Performance: Security Without Latency
The biggest objection to AI security is latency. If your security layer adds 500ms to every response, customers notice. Here's our budget:
| Layer | Latency | Mode | Blocks on? |
|---|---|---|---|
| 1. Sanitization | ~2ms | Synchronous | Always runs |
| 2. Pattern Detection | ~5ms | Synchronous | Always runs |
| 3. Heuristic Analysis | ~1ms | Synchronous | Always runs |
| 4. ML Detection | ~150ms | Async (optional) | Only if Layers 1-3 are inconclusive |
| 5. Output Validation | ~8ms | Synchronous | Always runs (on response) |
Synchronous overhead: ~16ms. The user doesn't notice. The ML layer runs asynchronously and only when needed — it doesn't block the response path for clearly safe or clearly malicious inputs.
What We Learned
- Defense-in-depth is the only strategy. No single layer catches everything. Pattern matching misses creative phrasing. ML misses novel attack structures. Heuristics miss targeted attacks. Together, they cover each other's blind spots.

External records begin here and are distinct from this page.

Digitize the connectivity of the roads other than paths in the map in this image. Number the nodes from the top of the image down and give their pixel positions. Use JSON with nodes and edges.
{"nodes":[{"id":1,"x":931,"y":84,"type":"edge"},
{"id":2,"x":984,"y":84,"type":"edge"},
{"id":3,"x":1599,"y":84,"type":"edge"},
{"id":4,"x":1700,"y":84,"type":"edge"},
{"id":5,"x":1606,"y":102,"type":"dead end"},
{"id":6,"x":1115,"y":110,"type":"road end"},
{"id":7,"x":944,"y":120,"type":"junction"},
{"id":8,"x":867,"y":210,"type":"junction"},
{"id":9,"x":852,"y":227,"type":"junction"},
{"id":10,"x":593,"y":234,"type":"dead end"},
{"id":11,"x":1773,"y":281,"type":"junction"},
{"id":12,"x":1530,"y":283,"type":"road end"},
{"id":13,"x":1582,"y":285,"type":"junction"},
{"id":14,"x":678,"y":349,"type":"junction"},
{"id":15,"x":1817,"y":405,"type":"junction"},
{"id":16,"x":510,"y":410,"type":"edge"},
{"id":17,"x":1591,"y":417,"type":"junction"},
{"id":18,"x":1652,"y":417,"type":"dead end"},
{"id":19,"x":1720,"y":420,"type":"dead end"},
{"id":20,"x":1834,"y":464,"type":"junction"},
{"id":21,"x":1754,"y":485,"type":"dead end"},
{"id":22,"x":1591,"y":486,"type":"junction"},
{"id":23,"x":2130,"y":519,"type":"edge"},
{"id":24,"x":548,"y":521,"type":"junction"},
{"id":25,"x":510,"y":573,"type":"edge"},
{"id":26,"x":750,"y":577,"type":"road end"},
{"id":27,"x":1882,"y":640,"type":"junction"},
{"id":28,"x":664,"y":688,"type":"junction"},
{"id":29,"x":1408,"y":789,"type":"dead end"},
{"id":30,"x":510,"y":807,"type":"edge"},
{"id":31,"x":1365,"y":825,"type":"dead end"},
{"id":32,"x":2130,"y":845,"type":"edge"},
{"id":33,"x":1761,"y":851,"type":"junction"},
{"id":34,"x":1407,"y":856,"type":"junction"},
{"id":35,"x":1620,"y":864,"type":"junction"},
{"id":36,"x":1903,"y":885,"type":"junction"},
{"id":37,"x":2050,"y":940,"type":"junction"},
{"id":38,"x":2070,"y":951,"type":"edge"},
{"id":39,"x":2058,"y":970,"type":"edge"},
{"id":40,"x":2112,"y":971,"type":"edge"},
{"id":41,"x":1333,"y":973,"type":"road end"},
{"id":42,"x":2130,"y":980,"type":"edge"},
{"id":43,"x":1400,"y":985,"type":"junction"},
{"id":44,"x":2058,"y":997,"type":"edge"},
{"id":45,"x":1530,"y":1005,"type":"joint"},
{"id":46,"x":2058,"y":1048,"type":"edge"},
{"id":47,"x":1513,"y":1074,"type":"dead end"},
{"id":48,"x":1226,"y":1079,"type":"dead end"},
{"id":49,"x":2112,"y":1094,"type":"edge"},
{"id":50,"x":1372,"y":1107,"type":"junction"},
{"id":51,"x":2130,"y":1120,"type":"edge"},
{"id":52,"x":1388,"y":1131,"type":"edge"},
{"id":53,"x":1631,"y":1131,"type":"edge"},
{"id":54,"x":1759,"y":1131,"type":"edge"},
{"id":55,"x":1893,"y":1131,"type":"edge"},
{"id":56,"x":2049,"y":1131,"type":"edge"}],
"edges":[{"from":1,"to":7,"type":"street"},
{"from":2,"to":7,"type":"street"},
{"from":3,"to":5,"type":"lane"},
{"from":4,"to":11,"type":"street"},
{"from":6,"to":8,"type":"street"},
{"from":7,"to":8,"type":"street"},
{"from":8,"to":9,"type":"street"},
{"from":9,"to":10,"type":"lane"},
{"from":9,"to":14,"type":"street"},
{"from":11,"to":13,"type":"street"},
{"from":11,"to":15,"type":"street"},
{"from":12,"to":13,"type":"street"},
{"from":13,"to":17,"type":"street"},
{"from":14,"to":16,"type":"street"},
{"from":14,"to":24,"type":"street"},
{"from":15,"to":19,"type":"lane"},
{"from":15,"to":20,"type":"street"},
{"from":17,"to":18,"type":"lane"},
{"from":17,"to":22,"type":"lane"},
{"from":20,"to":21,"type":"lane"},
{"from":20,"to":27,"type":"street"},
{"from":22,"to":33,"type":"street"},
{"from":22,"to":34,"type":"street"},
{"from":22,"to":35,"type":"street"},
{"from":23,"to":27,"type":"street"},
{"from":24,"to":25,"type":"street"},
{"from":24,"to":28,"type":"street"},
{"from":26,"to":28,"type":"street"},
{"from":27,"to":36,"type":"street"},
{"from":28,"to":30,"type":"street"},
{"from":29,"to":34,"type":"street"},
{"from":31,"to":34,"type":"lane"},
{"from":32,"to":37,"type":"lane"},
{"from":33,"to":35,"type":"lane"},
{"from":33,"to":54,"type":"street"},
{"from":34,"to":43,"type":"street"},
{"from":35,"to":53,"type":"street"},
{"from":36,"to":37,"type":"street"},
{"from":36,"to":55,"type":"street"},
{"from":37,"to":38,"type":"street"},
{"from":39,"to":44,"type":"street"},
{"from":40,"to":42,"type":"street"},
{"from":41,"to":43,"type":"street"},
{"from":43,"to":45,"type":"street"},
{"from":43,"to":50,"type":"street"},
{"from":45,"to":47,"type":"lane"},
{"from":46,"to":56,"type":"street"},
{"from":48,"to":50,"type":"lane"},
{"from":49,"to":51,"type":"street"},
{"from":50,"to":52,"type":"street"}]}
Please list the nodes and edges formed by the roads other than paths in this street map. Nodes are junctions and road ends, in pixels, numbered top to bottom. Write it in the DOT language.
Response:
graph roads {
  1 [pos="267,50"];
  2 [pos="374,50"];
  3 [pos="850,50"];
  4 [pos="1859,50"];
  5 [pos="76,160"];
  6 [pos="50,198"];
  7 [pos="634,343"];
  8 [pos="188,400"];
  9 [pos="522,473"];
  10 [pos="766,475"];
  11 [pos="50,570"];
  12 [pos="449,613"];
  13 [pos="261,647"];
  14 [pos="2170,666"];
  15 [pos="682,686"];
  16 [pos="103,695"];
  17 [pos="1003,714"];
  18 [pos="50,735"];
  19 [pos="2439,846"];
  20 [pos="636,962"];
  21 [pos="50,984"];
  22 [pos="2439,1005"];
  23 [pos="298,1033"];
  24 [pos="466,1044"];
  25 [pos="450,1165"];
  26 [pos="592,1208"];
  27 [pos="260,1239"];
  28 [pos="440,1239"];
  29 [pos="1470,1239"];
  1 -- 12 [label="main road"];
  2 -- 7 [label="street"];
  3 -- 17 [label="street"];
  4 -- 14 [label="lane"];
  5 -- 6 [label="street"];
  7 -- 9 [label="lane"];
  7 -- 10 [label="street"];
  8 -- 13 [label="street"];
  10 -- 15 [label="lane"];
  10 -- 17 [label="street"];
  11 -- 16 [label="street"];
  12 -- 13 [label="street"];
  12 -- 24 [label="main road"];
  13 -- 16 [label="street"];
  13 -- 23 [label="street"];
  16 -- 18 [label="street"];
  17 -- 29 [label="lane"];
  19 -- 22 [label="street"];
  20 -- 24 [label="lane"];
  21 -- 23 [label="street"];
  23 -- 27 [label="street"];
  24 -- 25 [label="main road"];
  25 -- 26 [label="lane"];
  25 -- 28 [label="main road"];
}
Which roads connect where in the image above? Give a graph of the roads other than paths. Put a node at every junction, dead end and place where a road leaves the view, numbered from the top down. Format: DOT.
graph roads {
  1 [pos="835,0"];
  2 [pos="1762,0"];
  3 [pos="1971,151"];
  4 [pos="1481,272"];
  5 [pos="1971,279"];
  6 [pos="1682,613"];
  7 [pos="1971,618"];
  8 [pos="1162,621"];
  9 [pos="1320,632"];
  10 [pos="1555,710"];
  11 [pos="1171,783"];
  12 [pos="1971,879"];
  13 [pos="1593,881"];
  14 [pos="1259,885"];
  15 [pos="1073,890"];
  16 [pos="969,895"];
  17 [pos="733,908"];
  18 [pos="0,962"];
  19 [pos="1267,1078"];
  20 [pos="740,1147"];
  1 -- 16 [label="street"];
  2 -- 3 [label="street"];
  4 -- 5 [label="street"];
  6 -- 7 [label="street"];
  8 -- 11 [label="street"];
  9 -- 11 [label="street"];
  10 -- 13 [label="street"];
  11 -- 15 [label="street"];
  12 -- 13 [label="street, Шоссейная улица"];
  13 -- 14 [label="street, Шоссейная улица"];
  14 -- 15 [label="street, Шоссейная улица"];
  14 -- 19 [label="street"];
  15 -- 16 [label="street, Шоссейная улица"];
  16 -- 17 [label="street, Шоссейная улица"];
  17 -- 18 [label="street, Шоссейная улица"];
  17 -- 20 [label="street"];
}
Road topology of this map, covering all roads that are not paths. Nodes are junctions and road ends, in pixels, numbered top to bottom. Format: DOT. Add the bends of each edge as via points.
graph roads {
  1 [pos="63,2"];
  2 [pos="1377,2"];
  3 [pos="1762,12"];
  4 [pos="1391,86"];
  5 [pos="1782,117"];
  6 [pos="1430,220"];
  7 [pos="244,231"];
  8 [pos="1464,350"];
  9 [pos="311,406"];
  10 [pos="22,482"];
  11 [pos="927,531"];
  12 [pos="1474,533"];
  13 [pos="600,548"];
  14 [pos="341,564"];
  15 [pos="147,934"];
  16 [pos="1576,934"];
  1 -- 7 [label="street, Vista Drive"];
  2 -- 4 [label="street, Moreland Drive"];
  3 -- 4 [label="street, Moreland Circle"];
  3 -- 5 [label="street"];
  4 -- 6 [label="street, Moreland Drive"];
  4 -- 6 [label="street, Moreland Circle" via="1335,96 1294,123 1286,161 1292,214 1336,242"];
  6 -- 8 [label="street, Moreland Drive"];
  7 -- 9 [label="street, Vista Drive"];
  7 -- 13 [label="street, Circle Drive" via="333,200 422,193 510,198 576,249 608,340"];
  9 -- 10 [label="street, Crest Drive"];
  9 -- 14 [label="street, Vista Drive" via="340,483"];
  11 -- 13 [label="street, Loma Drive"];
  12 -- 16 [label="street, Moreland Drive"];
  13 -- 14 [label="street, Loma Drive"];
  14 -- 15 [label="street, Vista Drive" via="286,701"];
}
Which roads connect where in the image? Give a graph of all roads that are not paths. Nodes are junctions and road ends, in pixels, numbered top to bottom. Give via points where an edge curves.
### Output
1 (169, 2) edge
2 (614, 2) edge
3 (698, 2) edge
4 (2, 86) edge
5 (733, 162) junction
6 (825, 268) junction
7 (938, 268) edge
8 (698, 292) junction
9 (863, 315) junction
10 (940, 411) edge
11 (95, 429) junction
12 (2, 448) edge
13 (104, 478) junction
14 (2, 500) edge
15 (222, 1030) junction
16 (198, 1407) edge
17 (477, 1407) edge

- Output scanning catches what input scanning misses. Some attacks are impossible to detect in the input because they rely on the model's behavior. Canary tokens are the last line of defense — they prove the attack succeeded even if you didn't see it coming.
- Multi-tenancy multiplies the attack surface. Single-tenant apps worry about their one system prompt. We worry about hundreds, each with different content, different agents, and different sensitivity requirements. Per-company canary tokens, per-company audit trails, and per-company configuration aren't optional — they're the whole point.
- Security must be faster than the thing it protects. An LLM response takes 1-3 seconds. If your security layer adds another second, it's doubling the perceived latency. Keep synchronous checks under 20ms. Push expensive analysis to async.
- False positives are worse than false negatives. A blocked legitimate message frustrates a customer. A missed injection gets logged and can be addressed. We default to “balanced” mode (block HIGH and above) because overly aggressive filtering degrades the product more than occasional attacks. Companies that need strict mode can enable it.
- The ML layer fails gracefully. If the embedding service is down or the classifier times out, the request proceeds with pattern-based protection only. A security system that breaks the product when it fails is worse than no security at all.
Security Is Infrastructure, Not a Feature
PromptGuard isn't a checkbox or a compliance requirement. It's the reason we can run 14 AI agents across hundreds of businesses and let them interact with untrusted user input without worrying about prompt injection leaking Company A's data into Company B's response.
The pattern is applicable to any multi-tenant AI system: sanitize first, pattern-match second, analyze behavior third, classify semantically fourth, validate output fifth. The specifics change. The layered approach doesn't.
PromptGuard runs before SmartRouter (model selection) and CognitiveLimiter (cost control). Together with persistent memory, they form the AI infrastructure layer that makes autonomous agents safe to deploy at scale.